Check every line below for the string "hand", and copy the lines that contain it.

[DATA SHOWN]

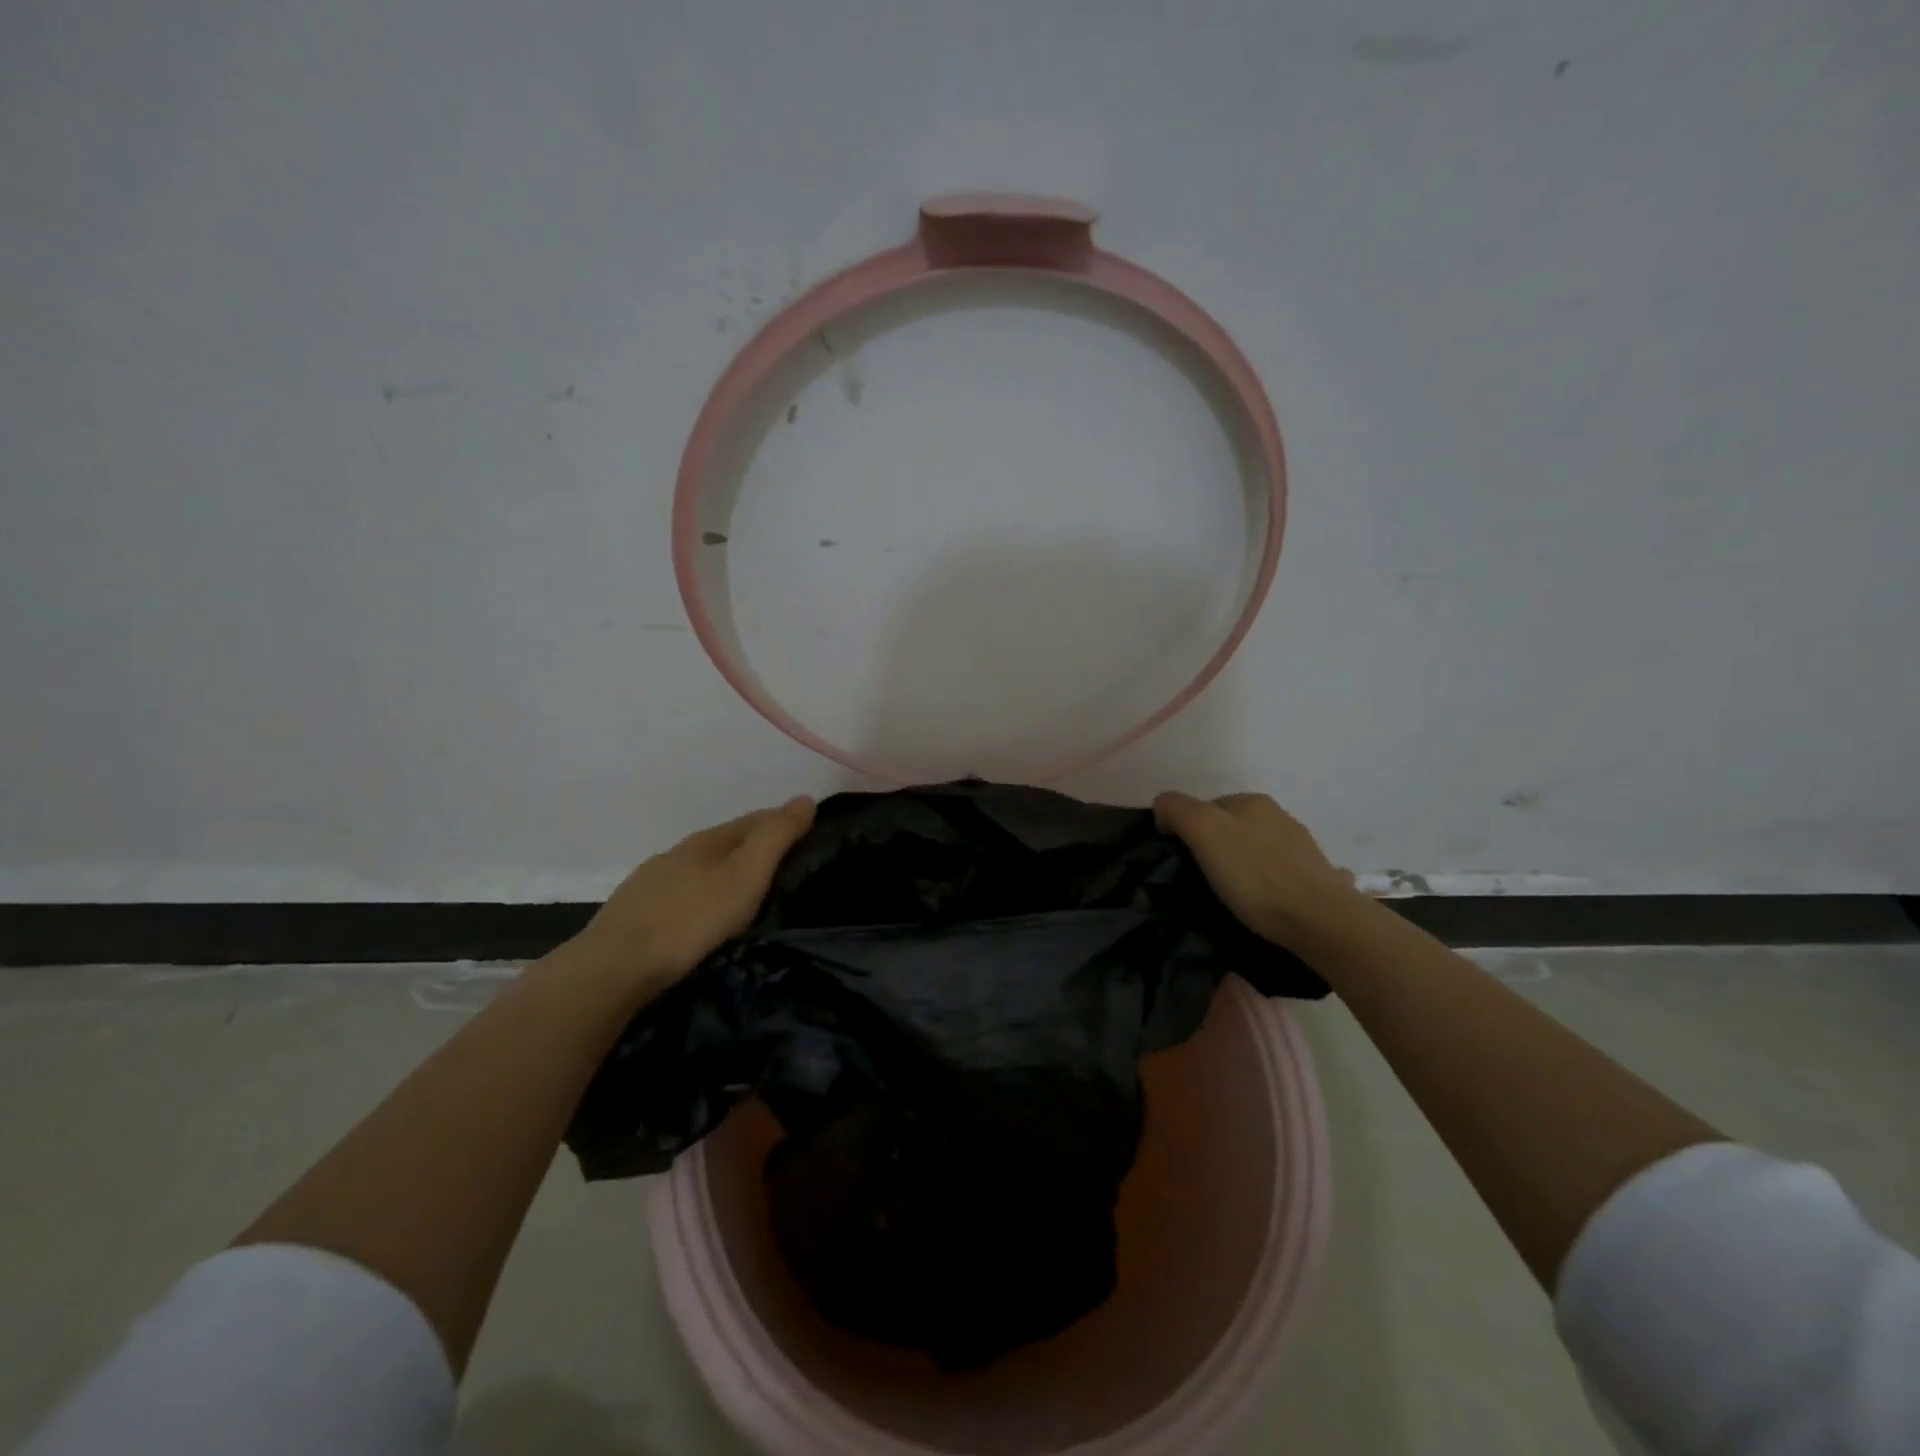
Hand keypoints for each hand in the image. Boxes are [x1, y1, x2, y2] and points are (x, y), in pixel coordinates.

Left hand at [566, 797, 815, 993]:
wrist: (614, 968)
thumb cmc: (691, 920)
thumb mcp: (745, 876)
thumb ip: (776, 838)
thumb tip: (806, 799)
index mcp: (708, 840)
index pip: (755, 820)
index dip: (783, 823)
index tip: (810, 836)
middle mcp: (679, 853)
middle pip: (727, 842)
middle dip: (756, 848)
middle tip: (788, 867)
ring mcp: (653, 882)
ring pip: (702, 869)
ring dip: (727, 874)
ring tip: (750, 895)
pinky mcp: (636, 913)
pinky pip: (683, 895)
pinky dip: (703, 897)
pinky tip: (705, 917)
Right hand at [1153, 791, 1359, 948]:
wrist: (1321, 920)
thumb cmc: (1255, 875)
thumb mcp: (1204, 832)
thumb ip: (1178, 810)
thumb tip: (1163, 807)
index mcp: (1250, 801)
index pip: (1205, 806)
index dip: (1188, 830)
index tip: (1182, 861)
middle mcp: (1278, 815)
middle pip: (1231, 827)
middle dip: (1215, 847)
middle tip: (1202, 880)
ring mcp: (1300, 845)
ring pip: (1256, 848)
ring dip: (1242, 864)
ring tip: (1231, 896)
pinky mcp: (1314, 876)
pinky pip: (1278, 872)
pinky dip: (1265, 881)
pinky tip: (1262, 902)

[/DATA SHOWN]

**WRITTEN SOLUTION**
Hand keypoints for each hand in the image. Boxes are [x1, y1, x2, y2] and points are (x, y), in pixel coordinates.
Left hand at [566, 797, 815, 993]:
Right hand at [1153, 791, 1359, 948]:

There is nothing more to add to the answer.